Шелестов неторопливо закурил новую папиросу. Выпустив облачко сизо-голубого дыма, он прищурился. Ему понятно было состояние энергичного, нетерпеливого и неискушенного в боевых делах лейтенанта. Он сам был когда-то таким и хорошо помнит, как ему впервые начальник пограничной заставы поручил нагнать и задержать нарушителя советской границы, проникшего на нашу территорию. С каким рвением и энтузиазмом он пошел на боевое задание. Это было давно, очень давно, но память отлично сохранила все детали боевого крещения.

Петренко сидел, как на иголках, но не решился заговорить.

Молчание затянулось, и его нарушил сам майор:

– А кроме вас и некому это сделать, – сказал он с улыбкой. – Я-то ведь инвалид.

– Правильно, товарищ майор. Ногу надо поберечь, она еще пригодится.

– Возможно, – заметил майор. – Поезжайте вместе с Надюшей.

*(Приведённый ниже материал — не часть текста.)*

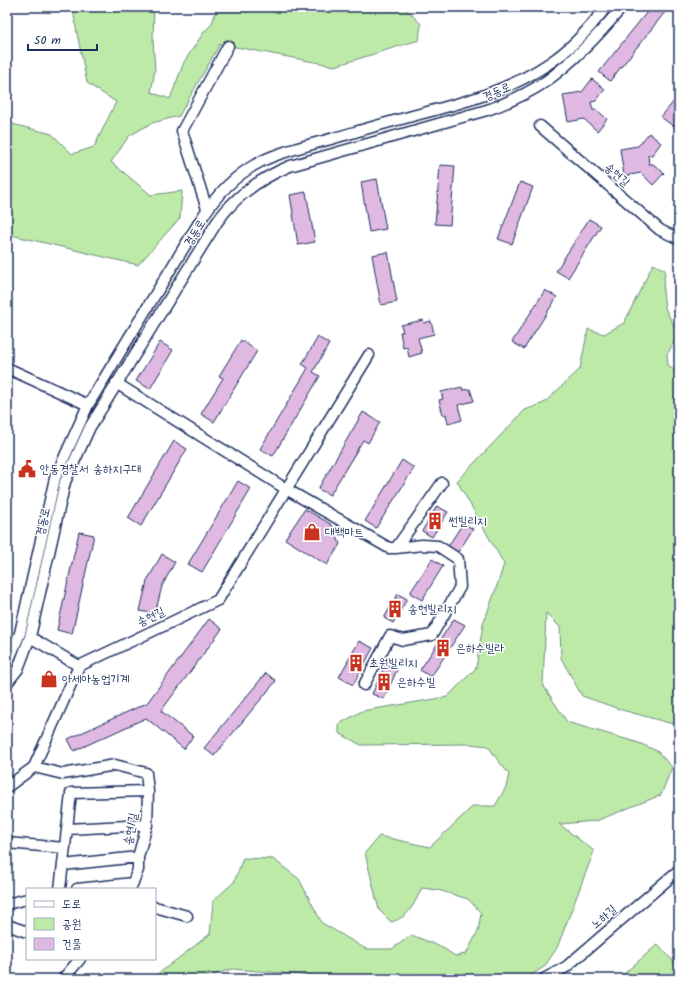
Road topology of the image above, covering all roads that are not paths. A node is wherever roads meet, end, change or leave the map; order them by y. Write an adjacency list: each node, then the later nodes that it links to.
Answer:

Петренко перевел глаза на Эверстову.

– Да, только вместе. Два глаза хорошо, – а четыре лучше. Поедете на запасных оленях, а эти пока будут отдыхать и кормиться. И Таас Баса прихватите с собой.

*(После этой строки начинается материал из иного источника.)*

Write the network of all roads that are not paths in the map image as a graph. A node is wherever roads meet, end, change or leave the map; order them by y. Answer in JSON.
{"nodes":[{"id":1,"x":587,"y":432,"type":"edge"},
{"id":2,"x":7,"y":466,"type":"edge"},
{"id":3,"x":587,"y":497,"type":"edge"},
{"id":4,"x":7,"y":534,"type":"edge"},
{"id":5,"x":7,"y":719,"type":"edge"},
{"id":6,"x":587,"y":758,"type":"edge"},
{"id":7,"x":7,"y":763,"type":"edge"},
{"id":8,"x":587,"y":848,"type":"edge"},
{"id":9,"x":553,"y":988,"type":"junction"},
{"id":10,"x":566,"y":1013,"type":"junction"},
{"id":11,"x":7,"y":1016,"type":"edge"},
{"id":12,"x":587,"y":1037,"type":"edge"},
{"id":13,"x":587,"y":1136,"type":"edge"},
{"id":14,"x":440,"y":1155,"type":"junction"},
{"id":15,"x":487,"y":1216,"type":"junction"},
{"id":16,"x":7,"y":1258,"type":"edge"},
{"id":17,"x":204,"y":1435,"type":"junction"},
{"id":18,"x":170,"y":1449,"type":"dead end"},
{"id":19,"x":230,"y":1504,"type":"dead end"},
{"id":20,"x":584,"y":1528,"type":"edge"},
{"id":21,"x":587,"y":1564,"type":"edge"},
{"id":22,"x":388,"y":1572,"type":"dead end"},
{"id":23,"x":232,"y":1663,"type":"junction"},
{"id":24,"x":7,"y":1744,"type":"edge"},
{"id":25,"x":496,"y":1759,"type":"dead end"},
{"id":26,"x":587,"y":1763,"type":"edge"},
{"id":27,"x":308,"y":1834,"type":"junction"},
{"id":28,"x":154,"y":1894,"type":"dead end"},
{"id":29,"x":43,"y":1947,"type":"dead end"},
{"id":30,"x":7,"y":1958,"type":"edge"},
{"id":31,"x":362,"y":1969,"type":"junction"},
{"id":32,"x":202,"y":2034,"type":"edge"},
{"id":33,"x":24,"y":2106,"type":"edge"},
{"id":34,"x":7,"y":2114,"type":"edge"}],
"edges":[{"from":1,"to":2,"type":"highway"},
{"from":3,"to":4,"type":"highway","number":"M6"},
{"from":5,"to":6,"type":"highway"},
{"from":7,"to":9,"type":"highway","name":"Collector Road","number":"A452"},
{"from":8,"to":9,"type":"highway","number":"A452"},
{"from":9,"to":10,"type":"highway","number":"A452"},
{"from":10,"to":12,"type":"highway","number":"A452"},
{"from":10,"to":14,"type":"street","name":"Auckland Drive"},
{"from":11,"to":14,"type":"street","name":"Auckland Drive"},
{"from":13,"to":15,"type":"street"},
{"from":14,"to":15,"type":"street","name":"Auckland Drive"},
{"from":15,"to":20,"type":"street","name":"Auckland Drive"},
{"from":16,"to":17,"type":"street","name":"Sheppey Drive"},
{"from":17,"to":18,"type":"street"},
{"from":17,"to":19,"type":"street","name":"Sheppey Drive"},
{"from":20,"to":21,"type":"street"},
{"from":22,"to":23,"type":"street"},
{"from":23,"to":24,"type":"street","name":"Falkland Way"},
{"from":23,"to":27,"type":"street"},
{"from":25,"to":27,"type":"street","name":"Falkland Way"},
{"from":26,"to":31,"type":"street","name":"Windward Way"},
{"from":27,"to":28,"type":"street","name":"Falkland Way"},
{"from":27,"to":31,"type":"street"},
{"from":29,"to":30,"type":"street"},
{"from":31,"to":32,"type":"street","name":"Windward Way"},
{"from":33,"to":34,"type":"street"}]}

– Ну, уж нет, – возразил вдруг Петренко. – Одного мы вас не оставим.

Шелестов внимательно посмотрел на лейтенанта, а тот, выдержав взгляд майора, продолжал:

– Да вы сами согласитесь: остаться в таком положении, – он показал на ногу, – совершенно одному, отлично зная, с кем мы имеем дело…

– Правильно говорит лейтенант, – вмешалась Эверстова. – Таас Бас должен остаться с вами, Роман Лукич. Да иначе и нельзя. Это будет преступлением…

– Даже? – усмехнулся майор. – Ну ладно, уговорили. Пусть Таас Бас остается. Собирайтесь. Вы, Надюша, снимите с нарт весь груз, а вы, Грицько, притащите мне дровец, иначе я замерзну. На одной ноге не напрыгаешься.

Когда дрова были принесены и нарты готовы к отъезду, Петренко разложил по карманам обоймы с патронами, повесил поверх кухлянки бинокль.

– Кажется, я готов, – сказал он.

– Если кажется, то проверьте еще раз, – предложил майор.